Records to process:
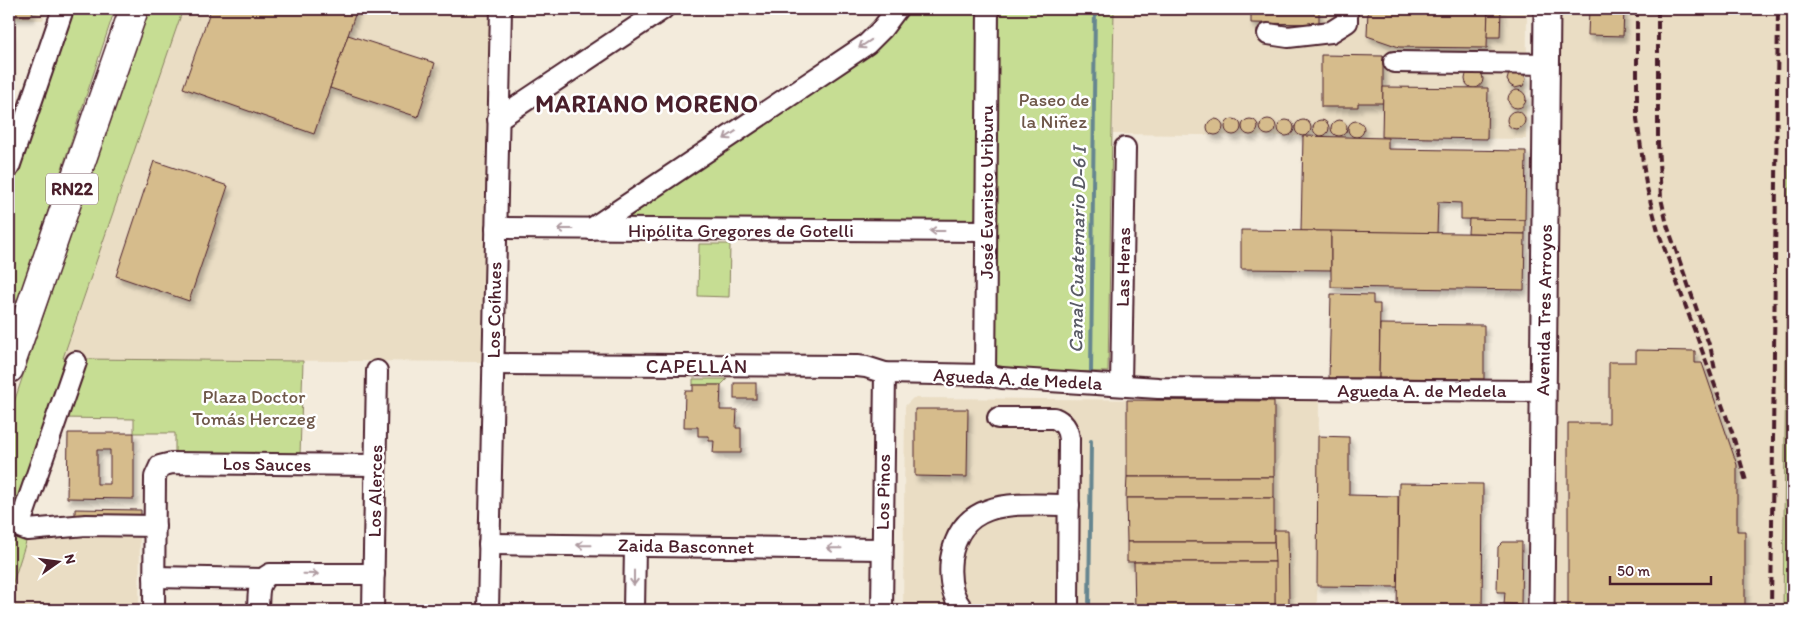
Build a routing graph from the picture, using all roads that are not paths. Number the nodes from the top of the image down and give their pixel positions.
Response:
1 (63, 9) edge
2 (134, 9) edge
3 (501, 9) edge
4 (898, 9) edge
5 (988, 9) edge
6 (1347, 9) edge
7 (1548, 9) edge
8 (655, 11) edge
9 (1268, 34) dead end
10 (1394, 62) dead end
11 (1547, 64) junction
12 (498, 120) junction
13 (1125, 148) dead end
14 (9, 167) edge
15 (496, 228) junction
16 (591, 229) junction
17 (986, 231) junction
18 (76, 362) dead end
19 (493, 364) junction
20 (9, 369) edge
21 (377, 371) dead end
22 (885, 373) junction
23 (985, 375) junction
24 (1121, 385) junction
25 (1543, 391) junction
26 (998, 418) dead end
27 (375, 465) junction
28 (1068, 505) junction
29 (155, 526) junction
30 (489, 544) junction
31 (635, 546) junction
32 (882, 549) junction
33 (374, 574) junction
34 (154, 580) junction
35 (262, 580) junction
36 (154, 610) edge
37 (258, 610) edge
38 (374, 610) edge
39 (488, 610) edge
40 (634, 610) edge
41 (882, 610) edge
42 (963, 610) edge
43 (1068, 610) edge
44 (1541, 610) edge

1 - 14 street
2 - 20 highway, RN22
3 - 12 street, Los Coíhues
4 -> 16 street
5 - 17 street, José Evaristo Uriburu
6 - 9 street
7 - 11 main road, Avenida Tres Arroyos
8 - 12 street
10 - 11 street
11 - 25 main road, Avenida Tres Arroyos
12 - 15 street, Los Coíhues
13 - 24 street, Las Heras
16 -> 15 street, Hipólita Gregores de Gotelli
15 - 19 street, Los Coíhues
17 -> 16 street, Hipólita Gregores de Gotelli
17 - 23 street, José Evaristo Uriburu
18 - 29 street
19 - 22 street, Agueda A. de Medela
19 - 30 street, Los Coíhues
21 - 27 street, Los Alerces
22 - 23 street, Agueda A. de Medela
22 - 32 street, Los Pinos
23 - 24 street, Agueda A. de Medela
24 - 25 street, Agueda A. de Medela
25 - 44 main road, Avenida Tres Arroyos
26 - 28 street
27 - 29 street, Los Sauces
27 - 33 street, Los Alerces
28 - 42 street
28 - 43 street
29 - 34 street
31 -> 30 street, Zaida Basconnet
30 - 39 street, Los Coíhues
32 -> 31 street, Zaida Basconnet
31 -> 40 street
32 - 41 street, Los Pinos
35 -> 33 street
33 - 38 street, Los Alerces
34 - 35 street
34 - 36 street
35 - 37 street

Problem to solve: Check every line of the entries above, and copy those that carry the string "Avenida".

Task output:
7 - 11 main road, Avenida Tres Arroyos
11 - 25 main road, Avenida Tres Arroyos
25 - 44 main road, Avenida Tres Arroyos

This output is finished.